Collected data:

-----

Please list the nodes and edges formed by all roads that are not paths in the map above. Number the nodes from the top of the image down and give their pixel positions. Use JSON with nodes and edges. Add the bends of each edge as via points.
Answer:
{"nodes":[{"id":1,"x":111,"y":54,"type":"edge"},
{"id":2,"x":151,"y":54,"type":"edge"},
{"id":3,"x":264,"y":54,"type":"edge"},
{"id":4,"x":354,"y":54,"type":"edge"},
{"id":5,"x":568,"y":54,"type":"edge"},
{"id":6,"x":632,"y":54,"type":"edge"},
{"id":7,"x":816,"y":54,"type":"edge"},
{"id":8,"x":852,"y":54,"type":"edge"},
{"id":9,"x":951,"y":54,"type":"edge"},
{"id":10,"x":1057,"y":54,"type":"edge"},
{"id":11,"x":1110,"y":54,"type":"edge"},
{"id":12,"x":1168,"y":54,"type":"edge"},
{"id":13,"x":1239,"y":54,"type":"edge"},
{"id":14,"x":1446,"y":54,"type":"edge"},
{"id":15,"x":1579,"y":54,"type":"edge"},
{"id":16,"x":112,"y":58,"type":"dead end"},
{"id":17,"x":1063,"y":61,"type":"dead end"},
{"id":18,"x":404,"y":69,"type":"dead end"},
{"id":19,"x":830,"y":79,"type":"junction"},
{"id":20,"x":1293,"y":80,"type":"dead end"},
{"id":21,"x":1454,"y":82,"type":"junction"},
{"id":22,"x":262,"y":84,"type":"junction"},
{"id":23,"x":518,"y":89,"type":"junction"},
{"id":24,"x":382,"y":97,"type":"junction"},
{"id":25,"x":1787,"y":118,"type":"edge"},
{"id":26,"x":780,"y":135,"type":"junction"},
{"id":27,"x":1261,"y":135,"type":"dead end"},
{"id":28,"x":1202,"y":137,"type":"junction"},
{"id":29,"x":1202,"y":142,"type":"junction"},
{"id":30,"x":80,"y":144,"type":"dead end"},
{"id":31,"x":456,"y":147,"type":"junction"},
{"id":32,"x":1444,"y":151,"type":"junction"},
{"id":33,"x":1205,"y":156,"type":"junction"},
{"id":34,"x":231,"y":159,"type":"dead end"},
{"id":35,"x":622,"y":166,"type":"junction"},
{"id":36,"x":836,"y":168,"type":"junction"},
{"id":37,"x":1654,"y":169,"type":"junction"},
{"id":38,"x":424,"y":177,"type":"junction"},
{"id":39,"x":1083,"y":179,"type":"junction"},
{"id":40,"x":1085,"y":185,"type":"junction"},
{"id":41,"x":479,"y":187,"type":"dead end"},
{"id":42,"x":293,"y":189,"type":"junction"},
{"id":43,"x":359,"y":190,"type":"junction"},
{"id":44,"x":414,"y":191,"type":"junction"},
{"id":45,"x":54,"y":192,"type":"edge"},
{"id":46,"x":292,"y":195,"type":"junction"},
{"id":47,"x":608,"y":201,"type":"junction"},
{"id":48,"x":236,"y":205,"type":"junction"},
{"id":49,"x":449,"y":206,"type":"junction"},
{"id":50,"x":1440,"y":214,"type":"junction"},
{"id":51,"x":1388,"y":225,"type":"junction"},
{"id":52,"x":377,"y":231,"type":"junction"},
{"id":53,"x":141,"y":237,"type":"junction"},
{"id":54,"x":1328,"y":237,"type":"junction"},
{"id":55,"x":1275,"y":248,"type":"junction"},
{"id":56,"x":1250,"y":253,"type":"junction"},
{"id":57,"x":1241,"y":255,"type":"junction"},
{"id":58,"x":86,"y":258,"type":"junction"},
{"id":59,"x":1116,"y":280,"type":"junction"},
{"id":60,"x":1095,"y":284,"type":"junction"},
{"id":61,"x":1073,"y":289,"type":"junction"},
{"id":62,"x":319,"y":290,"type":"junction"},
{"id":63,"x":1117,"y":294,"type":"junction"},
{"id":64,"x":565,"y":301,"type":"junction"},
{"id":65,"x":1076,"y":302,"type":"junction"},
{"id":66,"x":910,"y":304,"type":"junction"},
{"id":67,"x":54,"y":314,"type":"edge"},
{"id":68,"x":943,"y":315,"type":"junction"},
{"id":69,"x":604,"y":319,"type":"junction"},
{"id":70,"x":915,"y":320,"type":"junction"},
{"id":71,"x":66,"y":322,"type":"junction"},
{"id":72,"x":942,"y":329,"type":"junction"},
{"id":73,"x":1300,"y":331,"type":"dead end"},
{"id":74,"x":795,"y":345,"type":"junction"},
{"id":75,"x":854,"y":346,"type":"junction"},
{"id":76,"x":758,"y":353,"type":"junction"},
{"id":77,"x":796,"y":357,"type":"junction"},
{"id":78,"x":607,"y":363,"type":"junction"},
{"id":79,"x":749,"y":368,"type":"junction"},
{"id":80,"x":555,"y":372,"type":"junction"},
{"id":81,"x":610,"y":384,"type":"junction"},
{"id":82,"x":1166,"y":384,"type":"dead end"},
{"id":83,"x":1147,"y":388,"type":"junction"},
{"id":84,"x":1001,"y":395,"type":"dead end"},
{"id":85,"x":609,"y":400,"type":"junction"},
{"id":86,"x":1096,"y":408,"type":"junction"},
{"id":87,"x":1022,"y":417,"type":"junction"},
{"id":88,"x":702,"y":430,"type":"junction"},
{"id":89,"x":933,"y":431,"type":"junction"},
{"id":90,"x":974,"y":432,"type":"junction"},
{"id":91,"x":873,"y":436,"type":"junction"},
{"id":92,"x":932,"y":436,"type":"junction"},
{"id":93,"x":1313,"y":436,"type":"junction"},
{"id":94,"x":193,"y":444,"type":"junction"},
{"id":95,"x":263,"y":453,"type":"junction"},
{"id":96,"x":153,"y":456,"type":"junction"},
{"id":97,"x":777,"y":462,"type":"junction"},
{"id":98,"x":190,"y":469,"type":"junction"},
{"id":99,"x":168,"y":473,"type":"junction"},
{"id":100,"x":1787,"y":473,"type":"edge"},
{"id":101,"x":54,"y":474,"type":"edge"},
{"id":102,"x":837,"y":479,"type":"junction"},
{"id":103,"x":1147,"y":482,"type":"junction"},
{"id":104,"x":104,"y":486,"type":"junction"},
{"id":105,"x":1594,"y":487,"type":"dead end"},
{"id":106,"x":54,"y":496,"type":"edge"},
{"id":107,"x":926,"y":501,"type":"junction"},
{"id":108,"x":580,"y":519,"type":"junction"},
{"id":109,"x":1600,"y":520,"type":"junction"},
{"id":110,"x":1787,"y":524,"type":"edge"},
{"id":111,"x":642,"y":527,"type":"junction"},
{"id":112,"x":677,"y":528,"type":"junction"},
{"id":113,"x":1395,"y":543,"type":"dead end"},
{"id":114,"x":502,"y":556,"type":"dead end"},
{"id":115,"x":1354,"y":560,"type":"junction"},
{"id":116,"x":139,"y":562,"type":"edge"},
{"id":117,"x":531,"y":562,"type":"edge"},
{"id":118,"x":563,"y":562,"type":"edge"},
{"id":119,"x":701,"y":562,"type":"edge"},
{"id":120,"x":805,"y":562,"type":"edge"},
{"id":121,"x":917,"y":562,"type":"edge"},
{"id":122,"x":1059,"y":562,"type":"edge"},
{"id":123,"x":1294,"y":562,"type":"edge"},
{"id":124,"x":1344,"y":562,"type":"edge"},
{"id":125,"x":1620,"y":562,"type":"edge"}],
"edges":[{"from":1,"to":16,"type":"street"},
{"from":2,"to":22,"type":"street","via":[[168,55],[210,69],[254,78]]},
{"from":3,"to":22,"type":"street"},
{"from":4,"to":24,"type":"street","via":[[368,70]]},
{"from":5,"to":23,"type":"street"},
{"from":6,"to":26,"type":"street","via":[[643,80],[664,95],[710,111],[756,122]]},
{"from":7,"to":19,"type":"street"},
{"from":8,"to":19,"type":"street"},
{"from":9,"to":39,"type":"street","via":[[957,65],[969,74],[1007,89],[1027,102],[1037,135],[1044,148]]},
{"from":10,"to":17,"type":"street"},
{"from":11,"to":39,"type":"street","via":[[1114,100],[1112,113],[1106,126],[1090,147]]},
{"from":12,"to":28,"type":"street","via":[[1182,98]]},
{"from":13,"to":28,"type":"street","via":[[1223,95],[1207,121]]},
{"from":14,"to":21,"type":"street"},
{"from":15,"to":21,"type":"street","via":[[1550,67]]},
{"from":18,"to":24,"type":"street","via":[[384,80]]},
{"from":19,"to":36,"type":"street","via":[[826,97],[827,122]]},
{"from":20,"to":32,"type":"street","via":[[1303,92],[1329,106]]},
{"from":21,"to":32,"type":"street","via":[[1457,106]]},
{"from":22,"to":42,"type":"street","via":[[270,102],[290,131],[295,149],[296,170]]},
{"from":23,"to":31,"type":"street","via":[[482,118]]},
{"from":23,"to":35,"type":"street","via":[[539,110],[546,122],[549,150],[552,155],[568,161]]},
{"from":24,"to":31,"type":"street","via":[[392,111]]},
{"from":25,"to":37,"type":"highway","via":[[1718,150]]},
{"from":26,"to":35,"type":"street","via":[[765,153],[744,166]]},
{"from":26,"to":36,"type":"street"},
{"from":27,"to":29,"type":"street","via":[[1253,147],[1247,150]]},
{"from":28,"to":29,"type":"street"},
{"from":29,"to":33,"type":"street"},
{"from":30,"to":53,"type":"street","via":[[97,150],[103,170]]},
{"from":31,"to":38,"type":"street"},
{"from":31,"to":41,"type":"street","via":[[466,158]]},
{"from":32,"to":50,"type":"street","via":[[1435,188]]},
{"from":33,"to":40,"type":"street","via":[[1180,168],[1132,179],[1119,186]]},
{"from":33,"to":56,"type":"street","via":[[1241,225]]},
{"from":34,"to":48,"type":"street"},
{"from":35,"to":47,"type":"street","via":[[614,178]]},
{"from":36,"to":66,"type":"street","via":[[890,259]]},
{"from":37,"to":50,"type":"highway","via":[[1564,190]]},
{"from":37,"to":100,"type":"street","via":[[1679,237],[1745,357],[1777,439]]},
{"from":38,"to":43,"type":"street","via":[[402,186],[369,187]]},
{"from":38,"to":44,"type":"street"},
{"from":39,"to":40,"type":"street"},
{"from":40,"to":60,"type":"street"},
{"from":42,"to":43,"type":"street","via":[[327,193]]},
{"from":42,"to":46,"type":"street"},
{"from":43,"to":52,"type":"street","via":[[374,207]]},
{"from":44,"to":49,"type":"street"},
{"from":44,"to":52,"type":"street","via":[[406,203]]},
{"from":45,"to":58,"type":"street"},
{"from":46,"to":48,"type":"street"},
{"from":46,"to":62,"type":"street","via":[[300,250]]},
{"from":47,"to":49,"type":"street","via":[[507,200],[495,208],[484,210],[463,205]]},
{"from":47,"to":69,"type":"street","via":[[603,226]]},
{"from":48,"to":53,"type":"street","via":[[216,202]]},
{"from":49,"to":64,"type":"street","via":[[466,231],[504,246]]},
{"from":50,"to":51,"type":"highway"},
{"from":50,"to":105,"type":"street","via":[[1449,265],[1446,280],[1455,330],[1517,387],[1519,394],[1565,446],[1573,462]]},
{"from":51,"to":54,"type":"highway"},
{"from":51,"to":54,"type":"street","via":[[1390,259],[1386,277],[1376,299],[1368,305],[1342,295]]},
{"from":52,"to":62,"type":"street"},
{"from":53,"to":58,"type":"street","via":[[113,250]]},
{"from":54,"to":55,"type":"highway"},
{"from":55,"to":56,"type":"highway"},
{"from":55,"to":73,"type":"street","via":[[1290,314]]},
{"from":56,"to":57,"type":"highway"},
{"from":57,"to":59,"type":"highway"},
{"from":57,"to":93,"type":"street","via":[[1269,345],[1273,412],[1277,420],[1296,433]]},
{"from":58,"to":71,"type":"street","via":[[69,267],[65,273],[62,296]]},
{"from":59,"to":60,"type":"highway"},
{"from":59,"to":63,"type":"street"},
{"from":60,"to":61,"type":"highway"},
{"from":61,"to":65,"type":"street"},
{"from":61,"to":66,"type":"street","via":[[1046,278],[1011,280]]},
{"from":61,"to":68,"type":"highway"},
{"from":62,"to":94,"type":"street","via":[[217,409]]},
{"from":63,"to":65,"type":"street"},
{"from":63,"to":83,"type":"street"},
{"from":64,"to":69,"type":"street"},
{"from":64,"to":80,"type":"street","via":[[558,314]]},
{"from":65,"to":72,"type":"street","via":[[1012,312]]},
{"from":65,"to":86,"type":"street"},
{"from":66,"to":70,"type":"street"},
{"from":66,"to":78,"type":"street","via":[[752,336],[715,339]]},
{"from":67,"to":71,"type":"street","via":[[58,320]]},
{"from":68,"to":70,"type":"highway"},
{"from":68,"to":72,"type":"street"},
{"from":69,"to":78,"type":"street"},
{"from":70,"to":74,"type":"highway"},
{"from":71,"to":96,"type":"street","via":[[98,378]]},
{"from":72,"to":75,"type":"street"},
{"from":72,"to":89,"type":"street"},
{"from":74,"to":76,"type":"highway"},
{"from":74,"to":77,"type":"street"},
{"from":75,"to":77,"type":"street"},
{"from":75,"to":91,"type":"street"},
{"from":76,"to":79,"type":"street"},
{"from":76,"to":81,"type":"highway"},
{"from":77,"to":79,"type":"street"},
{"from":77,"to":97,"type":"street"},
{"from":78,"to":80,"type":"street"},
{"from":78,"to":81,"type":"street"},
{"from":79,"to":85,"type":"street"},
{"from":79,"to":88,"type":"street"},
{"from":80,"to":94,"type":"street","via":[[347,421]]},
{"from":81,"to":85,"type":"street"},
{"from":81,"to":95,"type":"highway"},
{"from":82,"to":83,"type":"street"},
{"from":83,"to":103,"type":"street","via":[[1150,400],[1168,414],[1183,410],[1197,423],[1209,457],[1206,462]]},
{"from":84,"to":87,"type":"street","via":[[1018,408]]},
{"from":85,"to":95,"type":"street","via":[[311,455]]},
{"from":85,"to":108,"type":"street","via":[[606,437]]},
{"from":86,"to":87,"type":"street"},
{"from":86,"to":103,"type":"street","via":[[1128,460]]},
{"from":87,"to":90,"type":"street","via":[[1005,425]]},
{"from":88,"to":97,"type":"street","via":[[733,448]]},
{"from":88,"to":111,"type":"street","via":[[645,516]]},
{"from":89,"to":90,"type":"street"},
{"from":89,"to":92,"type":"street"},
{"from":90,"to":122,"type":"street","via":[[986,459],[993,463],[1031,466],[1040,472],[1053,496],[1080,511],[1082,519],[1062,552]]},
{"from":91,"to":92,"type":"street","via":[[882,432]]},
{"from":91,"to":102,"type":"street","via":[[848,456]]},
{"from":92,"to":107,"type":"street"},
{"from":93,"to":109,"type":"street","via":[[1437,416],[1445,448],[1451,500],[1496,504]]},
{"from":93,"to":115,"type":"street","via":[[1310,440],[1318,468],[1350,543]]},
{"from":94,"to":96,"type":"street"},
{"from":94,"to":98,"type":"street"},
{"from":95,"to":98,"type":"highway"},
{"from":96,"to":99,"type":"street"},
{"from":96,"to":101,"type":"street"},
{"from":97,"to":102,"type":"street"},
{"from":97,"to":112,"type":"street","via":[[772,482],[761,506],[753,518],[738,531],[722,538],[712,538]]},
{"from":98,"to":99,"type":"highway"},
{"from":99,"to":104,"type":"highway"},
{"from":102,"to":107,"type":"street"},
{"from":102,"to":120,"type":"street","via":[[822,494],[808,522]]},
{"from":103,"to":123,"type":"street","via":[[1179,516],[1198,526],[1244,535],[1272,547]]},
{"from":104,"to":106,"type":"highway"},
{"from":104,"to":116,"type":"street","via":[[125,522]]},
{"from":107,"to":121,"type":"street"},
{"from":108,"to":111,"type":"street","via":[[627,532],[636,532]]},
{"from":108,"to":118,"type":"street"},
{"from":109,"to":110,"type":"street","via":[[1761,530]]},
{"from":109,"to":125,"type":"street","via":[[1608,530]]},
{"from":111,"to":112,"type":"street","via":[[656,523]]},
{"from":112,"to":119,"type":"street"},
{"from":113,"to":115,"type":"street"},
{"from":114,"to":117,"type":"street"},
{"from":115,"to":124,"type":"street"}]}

-----

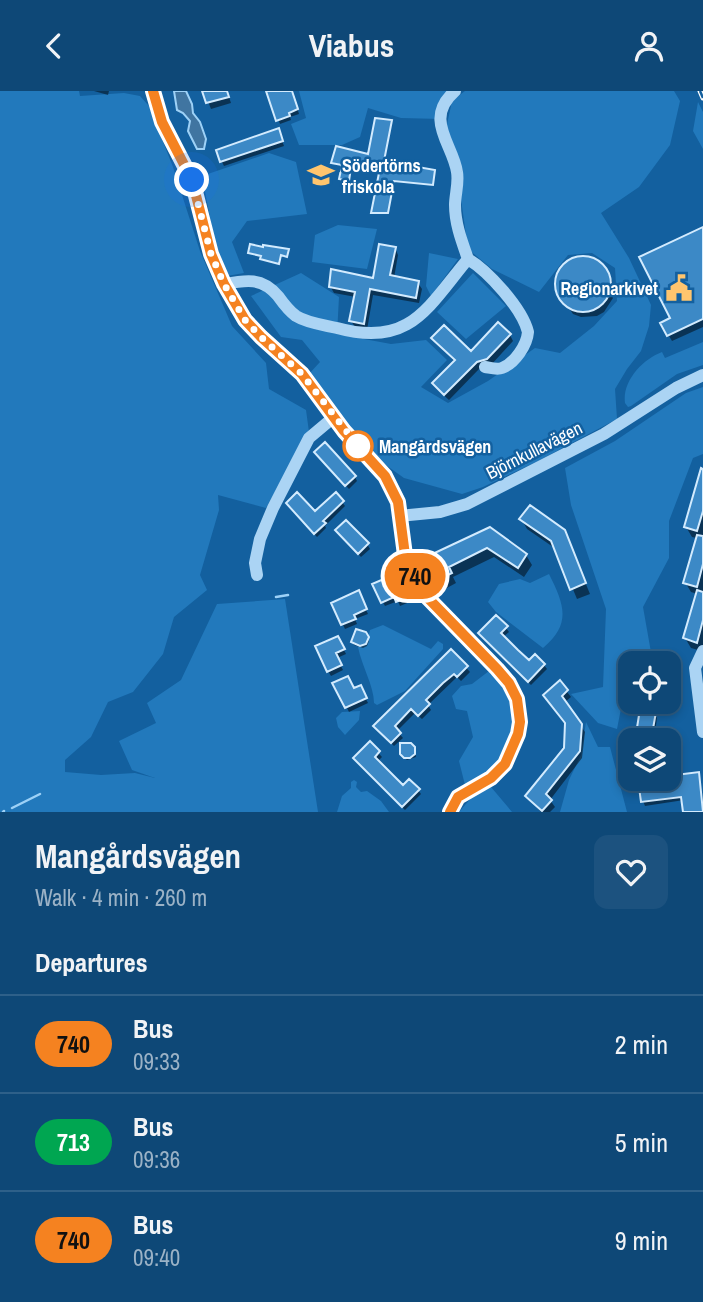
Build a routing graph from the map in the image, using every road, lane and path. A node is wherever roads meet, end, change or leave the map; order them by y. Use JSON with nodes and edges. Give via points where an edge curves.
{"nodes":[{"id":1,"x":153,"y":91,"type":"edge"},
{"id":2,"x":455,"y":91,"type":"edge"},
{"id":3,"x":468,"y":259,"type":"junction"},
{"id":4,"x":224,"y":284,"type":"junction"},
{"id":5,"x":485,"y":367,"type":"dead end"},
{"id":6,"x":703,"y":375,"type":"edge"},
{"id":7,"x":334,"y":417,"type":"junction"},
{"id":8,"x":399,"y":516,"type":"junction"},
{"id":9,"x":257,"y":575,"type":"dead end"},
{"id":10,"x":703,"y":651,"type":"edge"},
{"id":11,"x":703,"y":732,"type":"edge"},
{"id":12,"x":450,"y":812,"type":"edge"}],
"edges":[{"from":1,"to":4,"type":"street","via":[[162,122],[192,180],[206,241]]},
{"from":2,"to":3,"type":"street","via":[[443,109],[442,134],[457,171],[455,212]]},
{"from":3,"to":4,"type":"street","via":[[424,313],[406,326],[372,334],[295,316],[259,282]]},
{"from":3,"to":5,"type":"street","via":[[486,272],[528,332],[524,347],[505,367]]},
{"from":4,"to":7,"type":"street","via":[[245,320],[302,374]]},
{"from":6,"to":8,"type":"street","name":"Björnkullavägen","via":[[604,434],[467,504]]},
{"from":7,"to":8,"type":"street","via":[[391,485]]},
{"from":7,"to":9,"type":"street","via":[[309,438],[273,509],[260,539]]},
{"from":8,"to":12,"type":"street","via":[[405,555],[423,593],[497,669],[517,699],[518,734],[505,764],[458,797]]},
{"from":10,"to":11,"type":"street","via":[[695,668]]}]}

-----

What the task requires> Every line above that holds "nodes" should be copied out.

Result below>
Please list the nodes and edges formed by all roads that are not paths in the map above. Number the nodes from the top of the image down and give their pixel positions. Use JSON with nodes and edges. Add the bends of each edge as via points.
{"nodes":[{"id":1,"x":111,"y":54,"type":"edge"},
Build a routing graph from the map in the image, using every road, lane and path. A node is wherever roads meet, end, change or leave the map; order them by y. Use JSON with nodes and edges. Give via points where an edge curves.
{"nodes":[{"id":1,"x":153,"y":91,"type":"edge"},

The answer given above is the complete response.